Pada pasal 5 disebutkan kriteria benda, bangunan, atau struktur yang dapat diusulkan sebagai Benda Cagar Budaya, Bangunan Cagar Budaya, atau Struktur Cagar Budaya. Yakni ketika berusia lima puluh tahun atau lebih, memiliki arti khusus bagi sejarah, ilmu pengetahuan, pendidikan, agama, dan/atau kebudayaan, dan memiliki nilai budaya bagi penguatan kepribadian bangsa.
Dalam aturan ini juga dijelaskan hukuman bagi pihak yang menghilangkan atau merusak cagar budaya. Yakni dijatuhi hukuman pidana bagi mereka yang terbukti menghilangkan benda cagar budaya, dengan maksimal kurungan 15 tahun penjara dan denda maksimal Rp15 miliar.
Arkeologi publik akan sangat membantu pelestarian situs sejarah di Indonesia. Sebab sebaran situs sejarah di Indonesia masih terlalu luas, dan kurang dapat dilestarikan jika hanya mengandalkan kekuatan pemerintah. Masih banyak situs berada di pekarangan penduduk, lereng bukit, biasanya di daerah Jawa Tengah dan Jawa Timur.
Pembangunan di Indonesia selayaknya sudah harus mengacu kepada Arkeologi Publik, artinya menaati Analisis Mengenai Dampak Lingkungan (Amdal) dan Studi Kelayakan Arkeologi (SKA). Sejatinya, pemberdayaan masyarakat Indonesia dalam arkeologi publik sudah mulai dikembangkan tahun 1980-an.
Awalnya berupa berbagai acara di stasiun televisi (TVRI) dan pameran-pameran kepurbakalaan di seluruh Indonesia. Ironisnya, upaya keras itu sampai sekarang belum membuahkan hasil yang memuaskan. Terbukti pencemaran terhadap peninggalan-peninggalan purbakala terus terjadi.
“Amdal ini yang nggak jalan. Pernah dipakai pada kasus Waduk Cirata. Karena tergantung menterinya, waktu itu Emil Salim cukup memperhatikan masalah situs sejarah, belakangan rasanya ditinggalkan,” tambah Djulianto.

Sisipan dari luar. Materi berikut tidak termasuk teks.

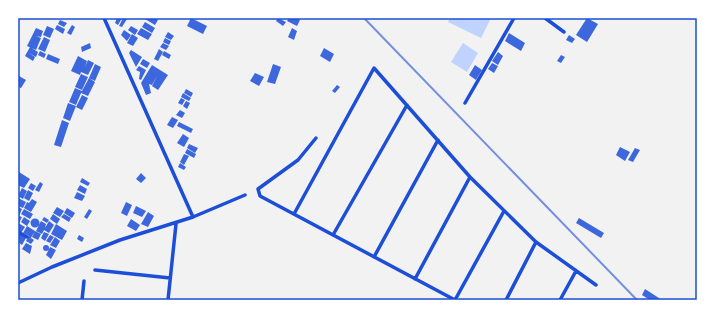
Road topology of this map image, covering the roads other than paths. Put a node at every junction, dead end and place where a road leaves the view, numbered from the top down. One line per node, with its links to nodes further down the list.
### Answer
1 (104, 18): 13 (street)
2 (514, 18): 5 (street)
3 (545, 18): 4 (street)
4 (564, 32)
5 (465, 103)
6 (407, 105): 8 (street); 12 (street); 16 (street)
7 (316, 138): 12 (street)
8 (438, 140): 9 (street); 19 (street)
9 (470, 177): 11 (street); 23 (street)
10 (245, 195): 13 (street)
11 (504, 210): 18 (street); 29 (street)
12 (294, 214): 16 (street)
13 (193, 217): 14 (street)
14 (176, 224): 22 (street); 25 (street)
15 (18, 232): 17 (street)
16 (333, 235): 19 (street)
17 (27, 237)
18 (536, 242): 21 (street); 30 (street)
19 (374, 257): 23 (street)
20 (95, 270): 22 (street)
21 (576, 271): 26 (street); 31 (street)
22 (170, 278): 28 (street)
23 (415, 278): 29 (street)
24 (84, 281): 27 (street)
25 (18, 283)
26 (596, 285)
27 (82, 300)
28 (168, 300)
29 (455, 300)
30 (506, 300)
31 (560, 300)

Inilah letak kesukaran melaksanakan arkeologi publik, di satu sisi, pola pikir masyarakat masih bersifat konsumtif dan ekonomis. Masyarakat lebih rela menjual bangunan-bangunan bersejarah kepada pihak investor yang kemudian mengubahnya menjadi bangunan komersial.

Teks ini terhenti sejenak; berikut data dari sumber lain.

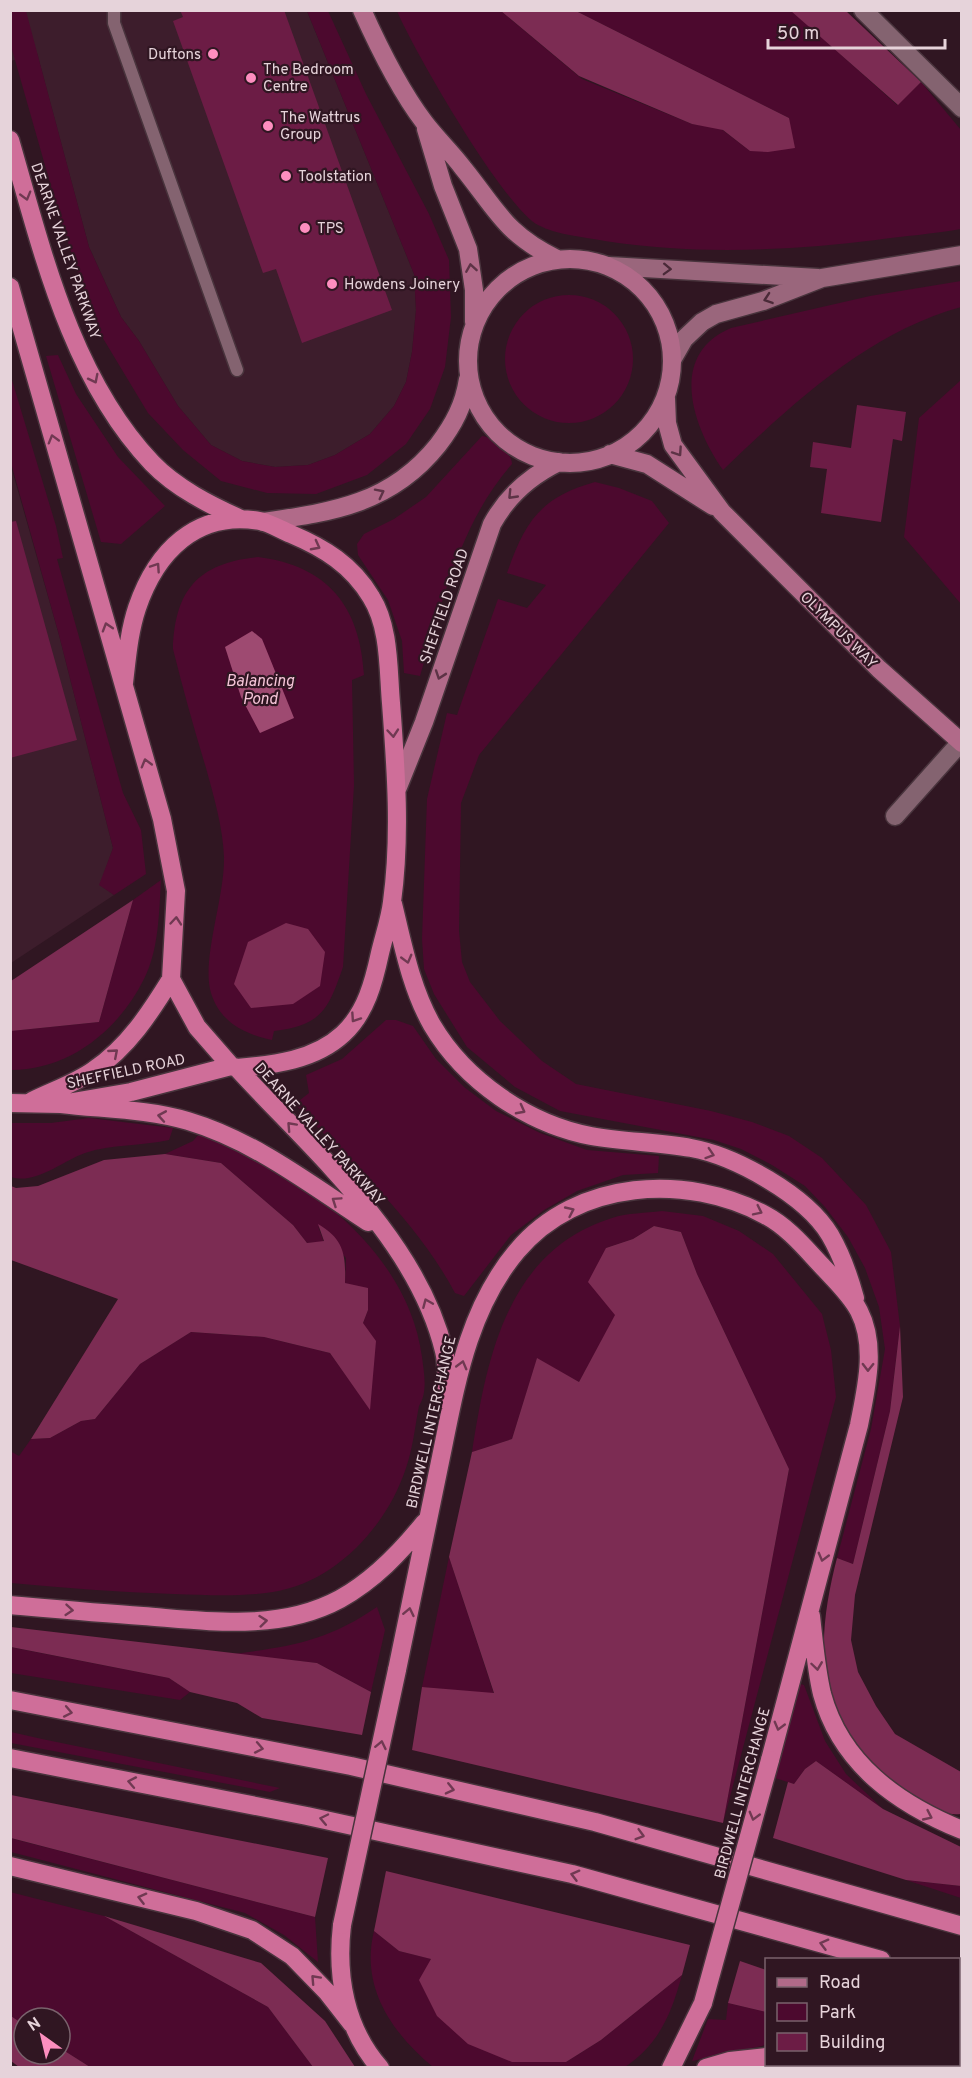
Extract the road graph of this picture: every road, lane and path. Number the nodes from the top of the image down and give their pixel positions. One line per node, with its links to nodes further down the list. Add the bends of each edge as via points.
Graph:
1 (114, 10): 14 (lane, via 114,23)
2 (362, 10): 5 (main road)
3 (862, 10): 4 (street)
4 (962, 108)
5 (424, 122): 8 (main road, via 495,213 530,246); 12 (main road, one-way to 5, via 468,249)
6 (10, 140): 20 (highway, DEARNE VALLEY PARKWAY, one-way to 20, via 69,328 105,397 153,464 172,481)
7 (962, 255): 10 (main road)
8 (557, 259): 9 (main road, via 580,259); 12 (main road, via 534,266 503,284 491,296)
9 (609, 266): 10 (main road, one-way to 10); 13 (main road, via 642,288 655,303 670,340)
10 (822, 278): 13 (main road, one-way to 13, via 716,314 684,339)
11 (10, 287): 22 (highway, one-way to 11)
12 (474, 327): 15 (main road)
13 (672, 360): 16 (main road)
14 (237, 370)
15 (469, 373): 18 (main road, via 479,406 499,434 527,453); 21 (main road, one-way to 15, via 357,504 404,479 451,428 465,399)
16 (666, 396): 17 (main road, via 644,431); 19 (main road, OLYMPUS WAY, one-way to 19, via 672,445)
17 (610, 454): 18 (main road); 19 (main road, OLYMPUS WAY, via 647,464)
18 (560, 462): 24 (main road, SHEFFIELD ROAD, one-way to 24, via 538,472 519,488 503,505 486,536 424,722)
19 (722, 512): 23 (main road, OLYMPUS WAY, via 879,669)
20 (241, 519): 21 (highway); 22 (highway, one-way to 20, via 136,610 159,561 171,547 201,528)
21 (263, 522): 24 (highway, one-way to 24, via 333,555 354,572 372,598 383,626)
22 (124, 682): 27 (highway, one-way to 22, via 177,911 173,868)
23 (961, 743): 25 (street)
24 (398, 787): 26 (highway)
25 (895, 816)
26 (392, 903): 28 (highway, SHEFFIELD ROAD, one-way to 28, via 374,980 365,1003 344,1034 289,1062); 32 (highway, one-way to 32, via 416,993 432,1026 488,1087 512,1105 569,1130 692,1148 738,1162 770,1179 829,1233)
27 (171, 979): 28 (highway, DEARNE VALLEY PARKWAY, via 198,1027); 29 (highway, SHEFFIELD ROAD, one-way to 27, via 100,1065 139,1028)
28 (234, 1067): 30 (highway, SHEFFIELD ROAD); 31 (highway, DEARNE VALLEY PARKWAY, one-way to 28, via 339,1177)
29 (19, 1103): 30 (highway, SHEFFIELD ROAD)
30 (61, 1104): 31 (highway, one-way to 30, via 267,1156 205,1128 154,1115)
31 (385, 1233): 33 (highway, DEARNE VALLEY PARKWAY, one-way to 31, via 445,1353 434,1319 417,1280)
32 (859, 1310): 33 (highway, BIRDWELL INTERCHANGE, one-way to 32, via 473,1326 484,1299 506,1265 535,1232 556,1218 622,1192 693,1190 714,1194 767,1216 837,1281); 36 (highway, BIRDWELL INTERCHANGE, one-way to 36, via 868,1347 868,1379)
33 (447, 1421): 34 (highway, BIRDWELL INTERCHANGE)
34 (427, 1520): 35 (highway, one-way to 34, via 228,1623 267,1621 322,1607 364,1584 399,1554); 43 (highway, BIRDWELL INTERCHANGE, one-way to 34, bridge, via 340,1964 342,1925)
35 (10, 1605)
36 (809, 1608): 39 (highway, one-way to 39, via 822,1692 844,1742 871,1776 902,1802); 46 (highway, BIRDWELL INTERCHANGE, one-way to 46, bridge, via 703,2003)
37 (10, 1700): 41 (highway, one-way to 41, via 351,1766 595,1822)
38 (10, 1758): 42 (highway, one-way to 38, via 572,1874 307,1816)
39 (962, 1830)
40 (10, 1866): 43 (highway, one-way to 40, via 292,1956 252,1930 196,1911)
41 (962, 1926)
42 (876, 1958)
43 (352, 2024): 45 (highway, BIRDWELL INTERCHANGE)
44 (765, 2057): 47 (highway)
45 (380, 2067)
46 (671, 2067)
47 (706, 2067)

Di lain sisi, pemerintah tidak memiliki dana yang memadai untuk mendukung penuh arkeologi. Seperti memberikan subsidi biaya perawatan atau pemugaran bangunan cagar budaya. Termasuk juga tidak mampu memberikan ganti rugi yang sesuai untuk merelokasi masyarakat yang bertempat tinggal di lingkungan situs-situs arkeologi.
Jejak kebudayaan masa lalu bukan hanya tanggung jawab pihak akademisi, pemerintah, tapi juga publik atau masyarakat luas. Ini terjadi bila masyarakat merasa jadi bagian dari artefak-artefak kuno yang tak ternilai harganya.